- _Work task_:
Go through the listing beneath this task and return every line that carries the string "name".

- _Dataset extract_:
<<<<
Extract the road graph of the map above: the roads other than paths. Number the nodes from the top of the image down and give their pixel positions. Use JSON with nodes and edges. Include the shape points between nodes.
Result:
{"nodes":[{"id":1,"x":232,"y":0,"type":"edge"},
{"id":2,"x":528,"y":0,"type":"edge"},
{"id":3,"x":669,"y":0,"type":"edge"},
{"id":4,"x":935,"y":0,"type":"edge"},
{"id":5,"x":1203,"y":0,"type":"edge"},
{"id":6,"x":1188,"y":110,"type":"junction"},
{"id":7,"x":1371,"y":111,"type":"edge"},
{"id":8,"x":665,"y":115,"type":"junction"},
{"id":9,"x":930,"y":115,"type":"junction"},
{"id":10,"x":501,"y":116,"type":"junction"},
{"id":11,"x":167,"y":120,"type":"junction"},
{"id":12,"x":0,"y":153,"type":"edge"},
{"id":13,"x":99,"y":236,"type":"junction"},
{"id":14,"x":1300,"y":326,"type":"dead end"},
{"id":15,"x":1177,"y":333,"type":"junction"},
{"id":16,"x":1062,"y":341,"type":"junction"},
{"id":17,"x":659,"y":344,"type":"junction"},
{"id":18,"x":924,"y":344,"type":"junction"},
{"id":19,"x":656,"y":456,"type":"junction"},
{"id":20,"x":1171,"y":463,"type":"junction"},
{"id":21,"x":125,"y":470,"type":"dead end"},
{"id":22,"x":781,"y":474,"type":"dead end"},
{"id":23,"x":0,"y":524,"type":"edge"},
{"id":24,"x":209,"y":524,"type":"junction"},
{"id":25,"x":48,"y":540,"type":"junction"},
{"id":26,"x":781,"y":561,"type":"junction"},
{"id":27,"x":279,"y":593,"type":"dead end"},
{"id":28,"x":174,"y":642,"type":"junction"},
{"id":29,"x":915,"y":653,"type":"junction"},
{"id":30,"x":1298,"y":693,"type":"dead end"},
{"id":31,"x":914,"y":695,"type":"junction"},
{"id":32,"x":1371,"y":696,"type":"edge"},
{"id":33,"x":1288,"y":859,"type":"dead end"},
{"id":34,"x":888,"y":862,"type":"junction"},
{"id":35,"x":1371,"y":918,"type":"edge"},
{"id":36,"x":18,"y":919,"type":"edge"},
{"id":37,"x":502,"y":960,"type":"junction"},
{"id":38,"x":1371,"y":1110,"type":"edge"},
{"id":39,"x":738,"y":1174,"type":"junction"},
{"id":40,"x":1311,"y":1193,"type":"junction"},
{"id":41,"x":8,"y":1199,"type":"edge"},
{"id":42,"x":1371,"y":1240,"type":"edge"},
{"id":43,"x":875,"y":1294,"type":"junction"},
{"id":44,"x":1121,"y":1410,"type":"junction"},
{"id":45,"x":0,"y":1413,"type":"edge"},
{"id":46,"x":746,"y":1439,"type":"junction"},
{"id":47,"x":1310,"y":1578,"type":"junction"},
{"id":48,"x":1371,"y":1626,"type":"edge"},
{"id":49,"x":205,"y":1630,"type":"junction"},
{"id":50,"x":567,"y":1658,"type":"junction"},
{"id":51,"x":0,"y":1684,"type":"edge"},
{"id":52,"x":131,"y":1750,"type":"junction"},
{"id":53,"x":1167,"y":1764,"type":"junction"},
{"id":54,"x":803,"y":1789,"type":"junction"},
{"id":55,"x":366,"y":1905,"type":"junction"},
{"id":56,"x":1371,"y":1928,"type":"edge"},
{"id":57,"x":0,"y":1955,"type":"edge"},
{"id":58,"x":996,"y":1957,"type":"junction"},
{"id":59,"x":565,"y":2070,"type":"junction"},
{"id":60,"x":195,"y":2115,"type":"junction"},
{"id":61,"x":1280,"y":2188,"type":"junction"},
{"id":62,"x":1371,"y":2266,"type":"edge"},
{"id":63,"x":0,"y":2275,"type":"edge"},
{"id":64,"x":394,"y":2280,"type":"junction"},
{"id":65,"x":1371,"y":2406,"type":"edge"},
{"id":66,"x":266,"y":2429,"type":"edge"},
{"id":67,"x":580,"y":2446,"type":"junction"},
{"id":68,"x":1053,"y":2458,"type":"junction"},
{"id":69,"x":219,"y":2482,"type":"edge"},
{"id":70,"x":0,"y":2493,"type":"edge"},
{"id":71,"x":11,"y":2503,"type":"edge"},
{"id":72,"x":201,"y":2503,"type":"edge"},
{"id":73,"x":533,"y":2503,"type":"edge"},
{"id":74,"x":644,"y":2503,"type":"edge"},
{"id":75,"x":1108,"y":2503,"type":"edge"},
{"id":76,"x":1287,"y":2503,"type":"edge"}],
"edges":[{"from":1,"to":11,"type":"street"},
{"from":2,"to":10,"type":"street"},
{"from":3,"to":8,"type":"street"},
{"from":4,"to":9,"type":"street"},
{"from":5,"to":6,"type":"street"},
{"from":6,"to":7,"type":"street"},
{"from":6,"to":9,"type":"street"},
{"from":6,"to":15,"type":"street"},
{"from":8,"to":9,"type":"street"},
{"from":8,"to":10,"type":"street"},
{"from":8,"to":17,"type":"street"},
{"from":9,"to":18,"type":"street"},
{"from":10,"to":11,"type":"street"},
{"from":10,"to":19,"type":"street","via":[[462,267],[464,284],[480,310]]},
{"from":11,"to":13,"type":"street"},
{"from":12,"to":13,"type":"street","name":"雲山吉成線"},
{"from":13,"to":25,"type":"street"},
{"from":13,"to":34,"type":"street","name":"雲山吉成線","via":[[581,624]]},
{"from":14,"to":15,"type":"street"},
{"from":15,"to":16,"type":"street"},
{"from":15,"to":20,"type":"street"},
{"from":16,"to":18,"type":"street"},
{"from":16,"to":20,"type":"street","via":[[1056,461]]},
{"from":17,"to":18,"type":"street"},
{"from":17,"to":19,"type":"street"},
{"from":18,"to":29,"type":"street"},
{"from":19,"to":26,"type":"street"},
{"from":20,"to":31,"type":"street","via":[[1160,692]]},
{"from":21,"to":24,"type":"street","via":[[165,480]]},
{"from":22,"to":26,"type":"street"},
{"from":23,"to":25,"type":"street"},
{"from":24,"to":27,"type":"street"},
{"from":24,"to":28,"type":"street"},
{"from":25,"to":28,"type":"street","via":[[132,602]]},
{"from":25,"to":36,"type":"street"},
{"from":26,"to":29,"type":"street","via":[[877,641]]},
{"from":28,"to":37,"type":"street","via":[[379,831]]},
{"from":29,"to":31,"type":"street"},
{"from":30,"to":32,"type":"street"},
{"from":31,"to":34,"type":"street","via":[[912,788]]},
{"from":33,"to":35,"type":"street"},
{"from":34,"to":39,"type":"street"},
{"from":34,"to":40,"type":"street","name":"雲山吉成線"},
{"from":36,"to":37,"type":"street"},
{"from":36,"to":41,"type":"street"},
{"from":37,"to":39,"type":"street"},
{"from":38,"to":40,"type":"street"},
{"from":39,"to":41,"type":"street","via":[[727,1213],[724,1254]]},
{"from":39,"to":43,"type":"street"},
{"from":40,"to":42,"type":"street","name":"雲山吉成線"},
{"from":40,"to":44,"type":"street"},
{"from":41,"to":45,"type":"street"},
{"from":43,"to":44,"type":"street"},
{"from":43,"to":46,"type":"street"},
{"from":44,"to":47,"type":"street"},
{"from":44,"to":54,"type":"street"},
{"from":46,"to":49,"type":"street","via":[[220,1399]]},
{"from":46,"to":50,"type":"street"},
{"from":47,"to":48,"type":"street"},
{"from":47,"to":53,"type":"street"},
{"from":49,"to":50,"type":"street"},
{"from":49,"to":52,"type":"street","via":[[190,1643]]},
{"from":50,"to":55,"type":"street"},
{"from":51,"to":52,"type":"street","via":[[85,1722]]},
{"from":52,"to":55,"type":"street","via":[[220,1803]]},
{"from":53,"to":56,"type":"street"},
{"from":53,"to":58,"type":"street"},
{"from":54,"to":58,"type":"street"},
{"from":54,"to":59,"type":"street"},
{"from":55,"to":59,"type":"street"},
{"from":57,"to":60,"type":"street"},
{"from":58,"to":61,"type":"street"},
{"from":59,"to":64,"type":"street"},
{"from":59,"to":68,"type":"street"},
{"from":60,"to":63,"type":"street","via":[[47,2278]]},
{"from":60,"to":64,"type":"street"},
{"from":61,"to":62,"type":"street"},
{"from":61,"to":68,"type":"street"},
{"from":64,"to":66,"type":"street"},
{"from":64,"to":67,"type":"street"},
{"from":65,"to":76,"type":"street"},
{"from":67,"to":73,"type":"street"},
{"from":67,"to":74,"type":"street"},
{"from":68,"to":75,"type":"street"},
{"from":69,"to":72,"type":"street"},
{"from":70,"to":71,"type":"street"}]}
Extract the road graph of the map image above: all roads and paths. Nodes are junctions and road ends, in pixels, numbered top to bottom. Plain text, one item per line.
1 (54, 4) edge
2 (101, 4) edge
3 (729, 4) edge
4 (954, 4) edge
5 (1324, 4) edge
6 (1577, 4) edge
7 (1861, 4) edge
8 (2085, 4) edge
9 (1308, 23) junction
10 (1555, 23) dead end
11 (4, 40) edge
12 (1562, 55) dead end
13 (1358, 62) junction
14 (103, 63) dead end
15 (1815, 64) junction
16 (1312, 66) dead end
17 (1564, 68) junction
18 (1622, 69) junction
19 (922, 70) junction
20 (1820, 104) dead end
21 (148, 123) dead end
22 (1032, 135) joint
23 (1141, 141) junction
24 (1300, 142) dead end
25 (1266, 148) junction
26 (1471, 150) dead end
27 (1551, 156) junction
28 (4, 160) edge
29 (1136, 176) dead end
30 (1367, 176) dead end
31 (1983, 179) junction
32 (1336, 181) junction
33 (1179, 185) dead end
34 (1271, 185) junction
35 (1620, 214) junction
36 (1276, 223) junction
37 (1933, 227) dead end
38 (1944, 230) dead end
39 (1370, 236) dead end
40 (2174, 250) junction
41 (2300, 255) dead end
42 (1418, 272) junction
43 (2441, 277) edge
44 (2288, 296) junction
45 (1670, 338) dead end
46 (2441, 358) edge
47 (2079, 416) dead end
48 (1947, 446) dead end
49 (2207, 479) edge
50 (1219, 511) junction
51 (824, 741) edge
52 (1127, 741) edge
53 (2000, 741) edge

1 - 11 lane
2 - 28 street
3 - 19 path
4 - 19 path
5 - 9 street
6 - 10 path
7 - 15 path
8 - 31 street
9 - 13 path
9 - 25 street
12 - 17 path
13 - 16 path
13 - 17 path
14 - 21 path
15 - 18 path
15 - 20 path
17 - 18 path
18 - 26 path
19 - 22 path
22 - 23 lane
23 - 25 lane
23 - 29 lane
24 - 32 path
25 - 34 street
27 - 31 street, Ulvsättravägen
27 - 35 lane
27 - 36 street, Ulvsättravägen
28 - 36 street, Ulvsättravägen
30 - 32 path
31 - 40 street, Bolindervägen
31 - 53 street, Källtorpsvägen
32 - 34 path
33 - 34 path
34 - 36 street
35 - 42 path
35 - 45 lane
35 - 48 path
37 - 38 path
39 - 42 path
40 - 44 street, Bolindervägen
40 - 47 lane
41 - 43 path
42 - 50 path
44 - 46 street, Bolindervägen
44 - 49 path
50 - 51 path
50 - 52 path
>>>>
- _Your response_:
{"from":12,"to":13,"type":"street","name":"雲山吉成線"},
{"from":13,"to":34,"type":"street","name":"雲山吉成線","via":[[581,624]]},
{"from":34,"to":40,"type":"street","name":"雲山吉成線"},
{"from":40,"to":42,"type":"street","name":"雲山吉成線"},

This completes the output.